La gauche ne fait plus de politique mais de la morale

COMBATS • La gauche s’est éloignée de ses racines. Elle ne s’intéresse plus au social. Elle ne pense qu’au «sociétal». Jamais aussi jouissante que lorsqu’elle peut guetter un dérapage, dénoncer, instruire un procès.

  • Aujourd’hui, la gauche ne se bat plus pour l’amélioration des conditions de travail. 123RF

    Aujourd’hui, la gauche ne se bat plus pour l’amélioration des conditions de travail. 123RF

Je ne suis pas un homme de gauche, vous l’avez compris. Pourtant, j’ai toujours respecté la gauche, lorsqu’elle se battait pour l’amélioration des conditions de vie. Combat social, pour la dignité dans le monde du travail, la décence des salaires, le respect des ouvriers, l’accès de tous à l’instruction, aux services de santé, aux sports, aux loisirs.

J’ai toujours respecté les socialistes, quand ils s’inscrivaient dans cette démarche-là, et tout autant les communistes: ceux de chez nous, les gens du Parti du Travail, ou les militants du PC français, ou ceux d’Italie.
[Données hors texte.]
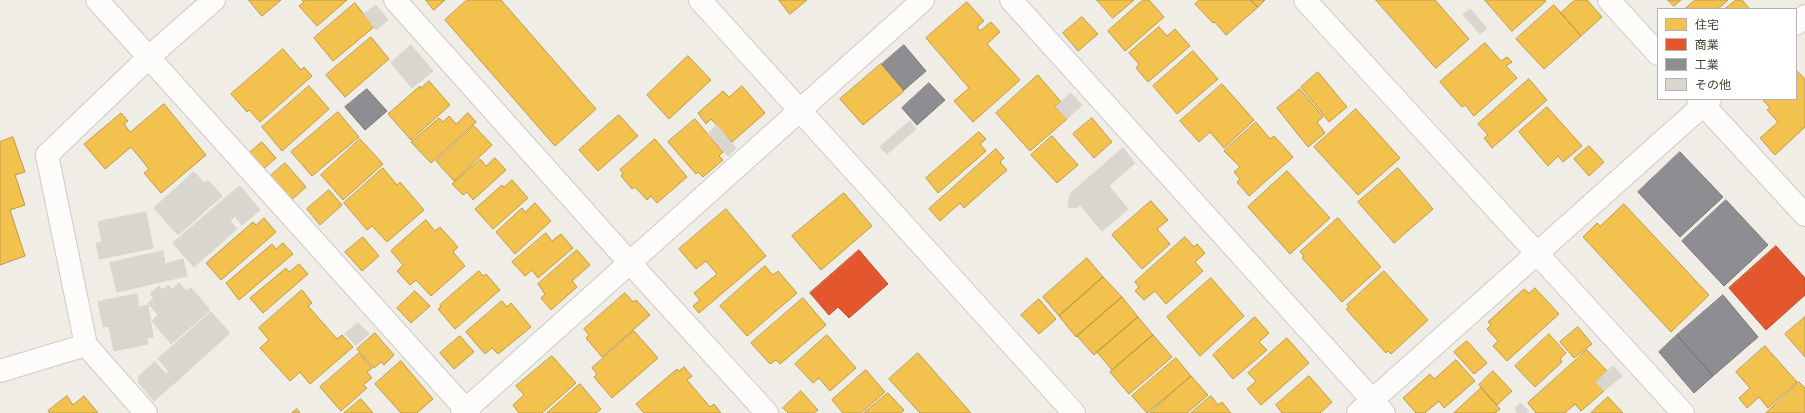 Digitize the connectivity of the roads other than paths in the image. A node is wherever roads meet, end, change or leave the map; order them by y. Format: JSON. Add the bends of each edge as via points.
{"nodes":[{"id":1,"x":97,"y":0,"type":"edge"},
{"id":2,"x":214,"y":0,"type":"edge"},
{"id":3,"x":395,"y":0,"type":"edge"},
{"id":4,"x":700,"y":0,"type":"edge"},
{"id":5,"x":923,"y":0,"type":"edge"},
{"id":6,"x":1011,"y":0,"type":"edge"},
{"id":7,"x":1305,"y":0,"type":"edge"},
{"id":8,"x":1609,"y":0,"type":"edge"},
{"id":9,"x":1805,"y":16,"type":"edge"},
{"id":10,"x":1797,"y":23,"type":"edge"},
{"id":11,"x":1657,"y":53,"type":"edge"},
{"id":12,"x":149,"y":57,"type":"junction"},
{"id":13,"x":1704,"y":101,"type":"edge"},
{"id":14,"x":799,"y":110,"type":"junction"},
{"id":15,"x":1805,"y":215,"type":"edge"},
{"id":16,"x":1537,"y":253,"type":"junction"},
{"id":17,"x":630,"y":263,"type":"junction"},
{"id":18,"x":86,"y":345,"type":"junction"},
{"id":19,"x":0,"y":371,"type":"edge"},
{"id":20,"x":1371,"y":409,"type":"edge"},
{"id":21,"x":465,"y":412,"type":"edge"},
{"id":22,"x":146,"y":413,"type":"edge"},
{"id":23,"x":767,"y":413,"type":"edge"},
{"id":24,"x":1074,"y":413,"type":"edge"},
{"id":25,"x":1683,"y":413,"type":"edge"}],
"edges":[{"from":1,"to":12,"type":"street"},
{"from":2,"to":12,"type":"street"},
{"from":3,"to":17,"type":"street"},
{"from":4,"to":14,"type":"street"},
{"from":5,"to":14,"type":"street"},
{"from":6,"to":20,"type":"street"},
{"from":7,"to":16,"type":"street"},
{"from":8,"to":11,"type":"street"},
{"from":9,"to":10,"type":"street"},
{"from":12,"to":18,"type":"street","via":[[47,155]]},
{"from":12,"to":21,"type":"street"},
{"from":13,"to":15,"type":"street"},
{"from":13,"to":16,"type":"street"},
{"from":14,"to":17,"type":"street"},
{"from":14,"to":24,"type":"street"},
{"from":16,"to":20,"type":"street"},
{"from":16,"to":25,"type":"street"},
{"from":17,"to":21,"type":"street"},
{"from":17,"to":23,"type":"street"},
{"from":18,"to":19,"type":"street"},
{"from":18,"to":22,"type":"street"}]}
Je n’étais pas d’accord avec ces gens, mais c’était juste une question de curseur: je voulais moins d’Etat qu’eux, moins d’impôts.

L’aventure de l’AVS

Divergences, donc. Mais au fond, nous parlions le même langage. Zola, ça me parle, Jaurès encore plus. La Révolution industrielle, le travail des enfants dans les mines, les combats pour la dignité, les premières conventions collectives (sous Bismarck, déjà!). Puis le vingtième, le siècle des assurances sociales: en France, la Sécu, en 45; en Suisse, la fantastique aventure de l’AVS (47-48); en Grande-Bretagne, les lois travaillistes de l’après-guerre; en Allemagne, l’immense figure de Willy Brandt, l’homme qui s’est agenouillé, en décembre 1970, devant le Monument du Ghetto de Varsovie.

Oui, toute ma vie, j’ai eu, à côté d’autres, des figures de gauche dans mon Panthéon politique. Et le de Gaulle que j’admire est celui des grandes lois sociales de la Libération, de la décolonisation, de l’indépendance algérienne.

Abandon du monde ouvrier

Mais tout ça, aujourd’hui, c’est fini. Pourquoi? Parce que la gauche (à l’exception des communistes, mais combien sont-ils?) a totalement abandonné le monde ouvrier. Au lieu de faire de la politique, elle fait de la morale. Elle se gargarise de la novlangue des climatistes ou des ultra-féministes. Elle nous inonde de théorie du genre.

Elle se prosterne devant la première mode «sociétale», surgie de tel campus américain ou des élucubrations de tel «chercheur en sciences sociales à l’Université de Lausanne», catégorie devenue reine sur nos ondes publiques, pour commenter le tout et le rien, le plein et le vide, l’ombre et la lumière.

La gauche d’aujourd’hui guette le moindre de vos propos, toute de jouissance à l’idée de vous prendre en défaut de «dérapage». A l’idée de vous instruire un procès, sur des questions de genre, de couleur de la peau, d’interprétation de l’Histoire, elle confine à l’extase.

Notre gauche morale, sa grande aventure, la plus sensuelle, la plus accomplie, c’est d’organiser des procès en sorcellerie, où elle n’en peut plus de tenir le rôle du procureur. Ah, déjà le bûcher, déjà la potence, déjà les premières flammes. Les chômeurs? Les plus précaires d’entre nous? Les oubliés? Les travailleurs pauvres? Elle s’en occupera plus tard! D’abord, se ruer sur les modes, prendre la posture.

Cette gauche-là, je n’ai rien à lui dire. Juste faire la guerre. Elle est culturelle. Elle sera sans merci.